• Work order: Write each line of the material exactly as given, from the top through the line that contains "index dip: (305, 140)", and omit all pictures.

• Provided entries:
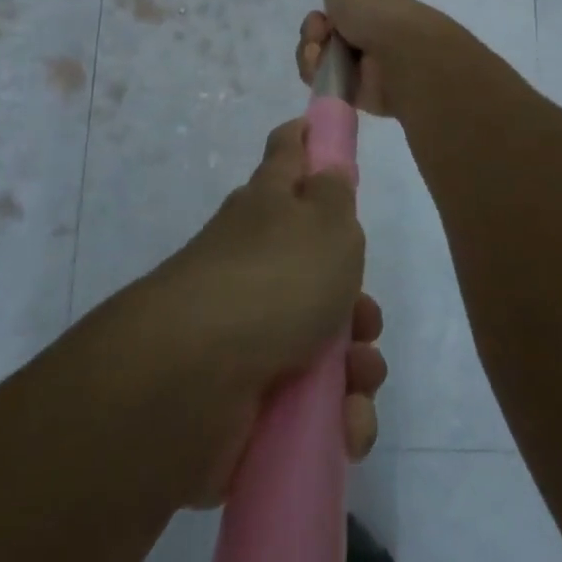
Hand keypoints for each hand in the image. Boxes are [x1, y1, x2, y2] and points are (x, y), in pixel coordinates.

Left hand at [153, 119, 386, 506]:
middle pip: (318, 266)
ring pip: (321, 339)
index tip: (320, 134)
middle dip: (357, 300)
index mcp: (270, 206)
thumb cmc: (274, 279)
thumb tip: (327, 165)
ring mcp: (248, 326)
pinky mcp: (247, 390)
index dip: (305, 140)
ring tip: (358, 382)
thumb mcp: (325, 222)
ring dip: (355, 365)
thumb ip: (333, 192)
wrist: (196, 377)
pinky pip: (307, 401)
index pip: (287, 154)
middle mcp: (256, 259)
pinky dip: (333, 416)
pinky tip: (344, 426)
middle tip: (365, 318)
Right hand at [295, 0, 426, 117]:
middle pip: (324, 27)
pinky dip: (316, 72)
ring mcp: (361, 59)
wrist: (397, 54)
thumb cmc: (373, 8)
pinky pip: (321, 79)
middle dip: (313, 27)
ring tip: (319, 50)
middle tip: (320, 28)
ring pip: (318, 53)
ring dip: (311, 49)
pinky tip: (323, 68)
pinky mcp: (352, 87)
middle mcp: (368, 26)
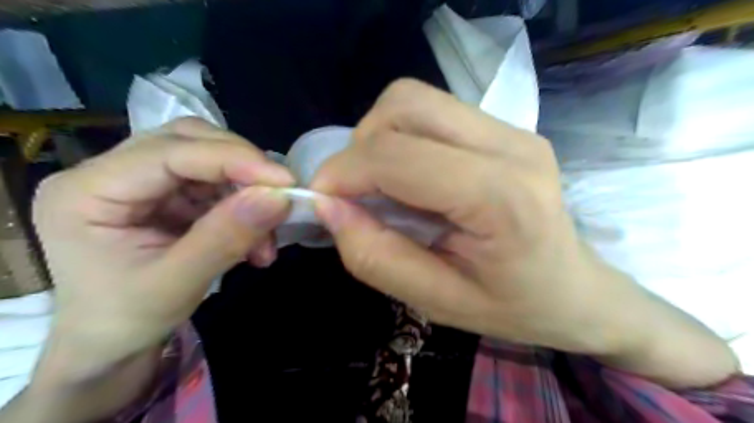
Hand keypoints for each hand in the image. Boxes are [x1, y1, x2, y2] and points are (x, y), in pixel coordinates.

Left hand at [32, 117, 291, 380]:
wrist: (111, 344)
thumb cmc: (128, 320)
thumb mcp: (177, 285)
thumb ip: (226, 237)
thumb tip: (278, 198)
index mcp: (87, 191)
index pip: (170, 152)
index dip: (233, 160)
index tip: (285, 181)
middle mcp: (108, 172)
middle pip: (188, 141)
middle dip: (242, 166)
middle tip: (279, 196)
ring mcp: (140, 180)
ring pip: (208, 158)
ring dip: (247, 191)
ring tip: (265, 235)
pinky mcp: (166, 193)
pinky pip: (215, 183)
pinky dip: (243, 205)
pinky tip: (255, 239)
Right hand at [310, 80, 736, 386]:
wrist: (574, 290)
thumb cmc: (512, 307)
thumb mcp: (436, 301)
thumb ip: (376, 257)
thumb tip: (328, 207)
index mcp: (502, 198)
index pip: (397, 156)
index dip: (343, 172)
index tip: (321, 201)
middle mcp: (511, 146)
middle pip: (405, 106)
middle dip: (360, 147)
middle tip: (357, 192)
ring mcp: (512, 130)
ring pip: (415, 99)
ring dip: (379, 138)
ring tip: (383, 184)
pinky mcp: (506, 128)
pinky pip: (432, 111)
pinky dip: (402, 137)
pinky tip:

• Exercise response:
Hand keypoints for each hand in the image. Boxes are [x1, y1, x2, y2] and points are (x, y), in pixel coordinates.

Left hand at [153, 119, 386, 506]:
middle pip: (318, 266)
ring pip: (321, 339)
index tip: (320, 134)
middle dip: (357, 300)
index mcp: (270, 206)
thumb cmc: (274, 279)
thumb tip: (327, 165)
ring mcp: (248, 326)
pinky mcp: (247, 390)
index dip: (305, 140)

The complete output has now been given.